* [EXERCISE GOAL]:
Take the entries below and give them back exactly. Leave out nothing.

### RECORDS SHOWN

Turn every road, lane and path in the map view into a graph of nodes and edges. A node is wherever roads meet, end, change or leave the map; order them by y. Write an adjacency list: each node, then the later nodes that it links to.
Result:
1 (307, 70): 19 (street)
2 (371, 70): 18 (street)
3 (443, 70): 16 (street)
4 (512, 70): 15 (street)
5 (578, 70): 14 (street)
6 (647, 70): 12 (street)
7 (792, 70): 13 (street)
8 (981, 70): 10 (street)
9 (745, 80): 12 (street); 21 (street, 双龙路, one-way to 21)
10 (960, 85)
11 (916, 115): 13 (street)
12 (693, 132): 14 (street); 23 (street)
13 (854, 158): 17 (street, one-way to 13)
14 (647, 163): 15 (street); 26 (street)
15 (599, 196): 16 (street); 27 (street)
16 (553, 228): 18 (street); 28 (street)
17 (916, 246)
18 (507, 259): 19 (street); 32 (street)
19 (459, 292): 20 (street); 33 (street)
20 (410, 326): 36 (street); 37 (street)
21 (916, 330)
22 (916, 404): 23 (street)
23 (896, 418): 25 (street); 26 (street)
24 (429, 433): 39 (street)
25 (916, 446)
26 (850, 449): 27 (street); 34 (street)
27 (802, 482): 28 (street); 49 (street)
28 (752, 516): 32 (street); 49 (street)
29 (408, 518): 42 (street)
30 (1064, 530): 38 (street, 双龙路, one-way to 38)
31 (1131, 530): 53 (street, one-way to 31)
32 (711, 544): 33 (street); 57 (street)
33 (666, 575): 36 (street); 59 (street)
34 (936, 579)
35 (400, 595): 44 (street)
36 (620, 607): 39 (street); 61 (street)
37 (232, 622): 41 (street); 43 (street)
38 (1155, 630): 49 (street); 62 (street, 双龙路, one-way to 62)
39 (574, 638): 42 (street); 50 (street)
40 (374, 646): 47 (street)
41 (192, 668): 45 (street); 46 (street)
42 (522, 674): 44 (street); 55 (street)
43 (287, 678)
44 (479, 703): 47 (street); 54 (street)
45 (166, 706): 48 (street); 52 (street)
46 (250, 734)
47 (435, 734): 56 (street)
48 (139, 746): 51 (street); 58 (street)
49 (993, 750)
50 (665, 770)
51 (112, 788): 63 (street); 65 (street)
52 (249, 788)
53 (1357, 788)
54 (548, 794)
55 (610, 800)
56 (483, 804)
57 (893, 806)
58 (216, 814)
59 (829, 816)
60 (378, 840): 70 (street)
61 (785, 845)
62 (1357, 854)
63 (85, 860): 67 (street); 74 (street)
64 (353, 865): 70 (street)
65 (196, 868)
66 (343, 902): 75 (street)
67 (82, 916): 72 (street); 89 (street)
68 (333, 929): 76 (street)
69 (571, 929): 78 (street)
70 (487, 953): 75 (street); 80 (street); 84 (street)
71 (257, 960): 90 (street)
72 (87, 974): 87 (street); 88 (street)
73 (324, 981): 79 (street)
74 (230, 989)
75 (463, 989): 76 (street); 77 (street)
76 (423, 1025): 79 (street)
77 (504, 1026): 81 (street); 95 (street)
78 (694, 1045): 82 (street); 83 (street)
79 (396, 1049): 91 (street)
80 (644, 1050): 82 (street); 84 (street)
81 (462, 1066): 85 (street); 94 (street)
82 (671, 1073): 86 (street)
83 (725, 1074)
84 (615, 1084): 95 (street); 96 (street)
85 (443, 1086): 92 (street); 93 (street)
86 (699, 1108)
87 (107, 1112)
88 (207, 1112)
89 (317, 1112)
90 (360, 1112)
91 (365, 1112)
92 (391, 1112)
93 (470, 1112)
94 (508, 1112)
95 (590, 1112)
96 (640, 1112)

######

* [EXPECTED ANSWER]:
Turn every road, lane and path in the map view into a graph of nodes and edges. A node is wherever roads meet, end, change or leave the map; order them by y. Write an adjacency list: each node, then the later nodes that it links to.
Result:
1 (307, 70): 19 (street)
2 (371, 70): 18 (street)
3 (443, 70): 16 (street)
4 (512, 70): 15 (street)
5 (578, 70): 14 (street)
6 (647, 70): 12 (street)
7 (792, 70): 13 (street)
8 (981, 70): 10 (street)
9 (745, 80): 12 (street); 21 (street, 双龙路, one-way to 21)
10 (960, 85)
11 (916, 115): 13 (street)
12 (693, 132): 14 (street); 23 (street)
13 (854, 158): 17 (street, one-way to 13)
14 (647, 163): 15 (street); 26 (street)
15 (599, 196): 16 (street); 27 (street)
16 (553, 228): 18 (street); 28 (street)
17 (916, 246)
18 (507, 259): 19 (street); 32 (street)
19 (459, 292): 20 (street); 33 (street)
20 (410, 326): 36 (street); 37 (street)
21 (916, 330)
22 (916, 404): 23 (street)
23 (896, 418): 25 (street); 26 (street)
24 (429, 433): 39 (street)
25 (916, 446)
26 (850, 449): 27 (street); 34 (street)
27 (802, 482): 28 (street); 49 (street)
28 (752, 516): 32 (street); 49 (street)
29 (408, 518): 42 (street)
30 (1064, 530): 38 (street, 双龙路, one-way to 38)
31 (1131, 530): 53 (street, one-way to 31)
32 (711, 544): 33 (street); 57 (street)
33 (666, 575): 36 (street); 59 (street)
34 (936, 579)
35 (400, 595): 44 (street)
36 (620, 607): 39 (street); 61 (street)
37 (232, 622): 41 (street); 43 (street)
38 (1155, 630): 49 (street); 62 (street, 双龙路, one-way to 62)
39 (574, 638): 42 (street); 50 (street)
40 (374, 646): 47 (street)
41 (192, 668): 45 (street); 46 (street)
42 (522, 674): 44 (street); 55 (street)
43 (287, 678)
44 (479, 703): 47 (street); 54 (street)
45 (166, 706): 48 (street); 52 (street)
46 (250, 734)
47 (435, 734): 56 (street)
48 (139, 746): 51 (street); 58 (street)
49 (993, 750)
50 (665, 770)
51 (112, 788): 63 (street); 65 (street)
52 (249, 788)
53 (1357, 788)
54 (548, 794)
55 (610, 800)
56 (483, 804)
57 (893, 806)
58 (216, 814)
59 (829, 816)
60 (378, 840): 70 (street)
61 (785, 845)
62 (1357, 854)
63 (85, 860): 67 (street); 74 (street)
64 (353, 865): 70 (street)
65 (196, 868)
66 (343, 902): 75 (street)
67 (82, 916): 72 (street); 89 (street)
68 (333, 929): 76 (street)
69 (571, 929): 78 (street)
70 (487, 953): 75 (street); 80 (street); 84 (street)
71 (257, 960): 90 (street)
72 (87, 974): 87 (street); 88 (street)
73 (324, 981): 79 (street)
74 (230, 989)
75 (463, 989): 76 (street); 77 (street)
76 (423, 1025): 79 (street)
77 (504, 1026): 81 (street); 95 (street)
78 (694, 1045): 82 (street); 83 (street)
79 (396, 1049): 91 (street)
80 (644, 1050): 82 (street); 84 (street)
81 (462, 1066): 85 (street); 94 (street)
82 (671, 1073): 86 (street)
83 (725, 1074)
84 (615, 1084): 95 (street); 96 (street)
85 (443, 1086): 92 (street); 93 (street)
86 (699, 1108)
87 (107, 1112)
88 (207, 1112)
89 (317, 1112)
90 (360, 1112)
91 (365, 1112)
92 (391, 1112)
93 (470, 1112)
94 (508, 1112)
95 (590, 1112)
96 (640, 1112)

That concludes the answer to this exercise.